First, Israeli culture doesn’t disparage water. Children never sing “Rain, rain, go away.” Israel nationalizes water access, making all water everywhere a common good. While American libertarians campaign to repeal laws against rainwater collection, Israel maintains a strict enforcement policy: rain barrels aren’t a right. Hoarding or misusing water isn’t abstract moral wrong; Israel considers water abuse theft from the people, and prosecutes water hogs accordingly.
Because water is scarce and distributed unequally by nature, sharing and distributing water has the same aura of civic responsibility in America that we get from, say, joining the military. Responsible water use isn’t some mere principle; it’s a foundation of common civic government. By basing much public philosophy on communal responsibility to water, Israel’s government might superficially resemble American conservatism; but it expresses very different impulses in actual policy.

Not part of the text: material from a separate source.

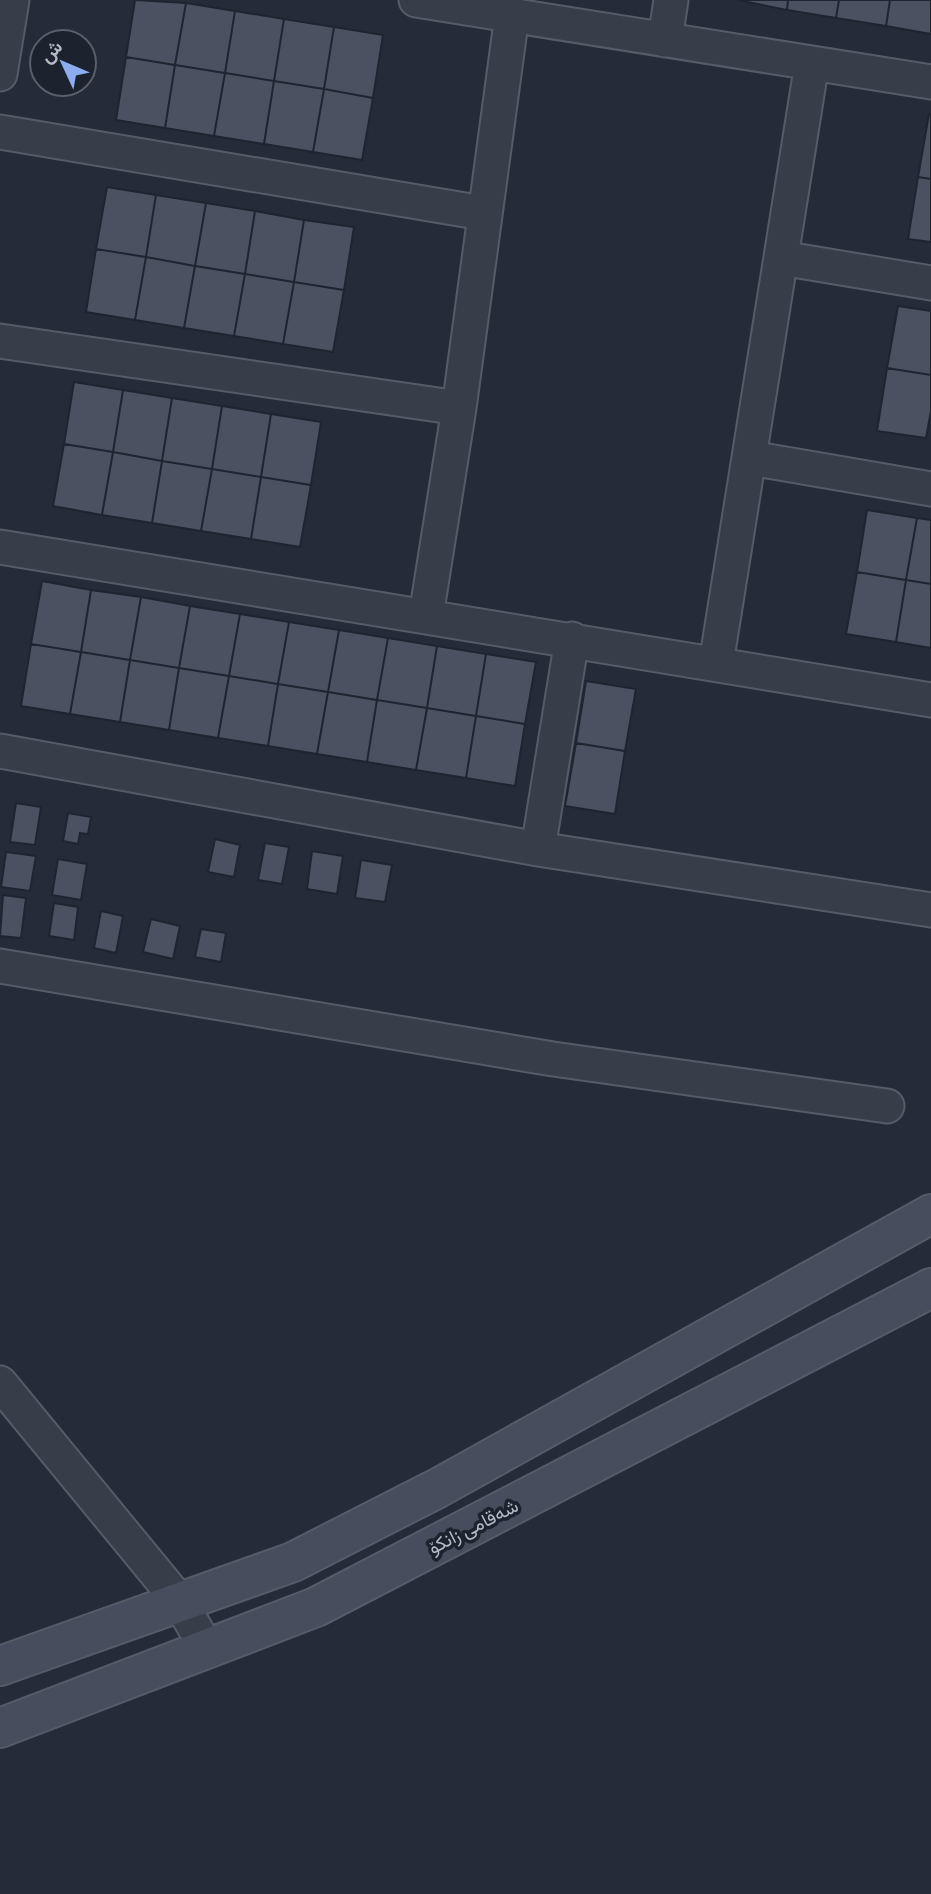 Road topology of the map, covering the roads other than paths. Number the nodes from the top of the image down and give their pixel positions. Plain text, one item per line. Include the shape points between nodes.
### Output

But Israel couples this nationalizing with incentives for more egalitarian, democratic water management techniques. According to Siegel, much municipal water in Europe and America gets lost to leakage, but Israel has created technologies designed specifically to curtail leaks and limit mechanical waste. Especially since home leaks often aren’t noticeable until they’ve created significant structural damage, the shift to preventative identification has both public and private benefits.

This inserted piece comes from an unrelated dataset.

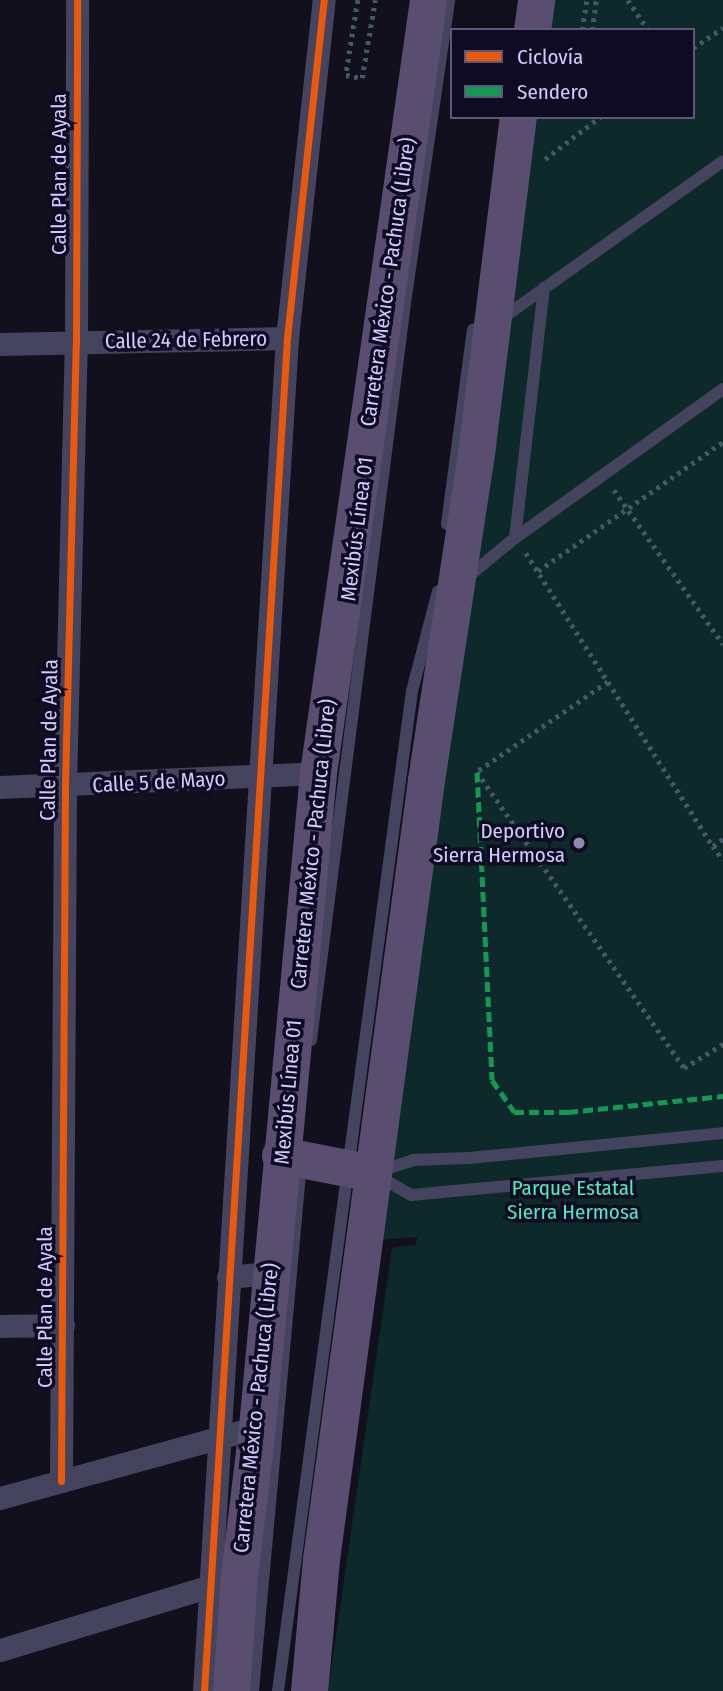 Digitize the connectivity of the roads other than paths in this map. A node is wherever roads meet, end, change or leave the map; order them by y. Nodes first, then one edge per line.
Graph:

Israeli engineers, working through public-private partnerships, have invented more intense, ecologically specific irrigation technologies: Siegel extols drip irrigation, invented in Israel and now more commonly being adopted in other nations and continents. Israeli agronomists have created new plant variants that put more growth into edible fruits and flesh, less into inedible stems and foliage. This boosts agricultural yield from limited water applications, costing less in transpiration and wastage.
Israel’s National Water Carrier, which moves water from the moister north to the arid south with minimal evaporation, rivals the Interstate Highway System as a marvel of public-spirited engineering. Israel has found ways to recycle urban wastewater into clean, fresh irrigation, and connect water where it is with soil where water’s needed. Siegel describes the public commitment to water in ways familiar to Americans praising George Washington every July 4th.

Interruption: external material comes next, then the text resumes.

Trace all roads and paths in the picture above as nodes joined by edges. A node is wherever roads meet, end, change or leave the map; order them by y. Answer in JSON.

This book describes technologies, social movements, and other important forces in language accessible to non-specialist readers. He describes very intricate advances in aquifer management, farming, and sewage removal, without bogging down in terminology. Siegel’s storytelling resembles a novel: much like Leon Uris, he makes Israeli history moving and alive. He’s just discussing water, and water policy, rather than war.
Siegel delves into the history of Israel’s water consumption style. It didn’t just intend to create better water usage; many of its techniques were invented to facilitate land grabs in places like the Negev before Partition in 1948. Some readers might find the political opportunism distasteful, and the implications for Palestinians who farm in more time-honored ways has harsh undertones, but Siegel spotlights the advances themselves, not transnational politics.
Informed readers realize water management issues aren’t one nation’s problem anymore. Droughts in California and floods in Texas signal new times for handling clean, drinkable water. Siegel’s descriptions of Israeli advances give world peoples hope that, as climate changes, human ingenuity can manage these changes proactively.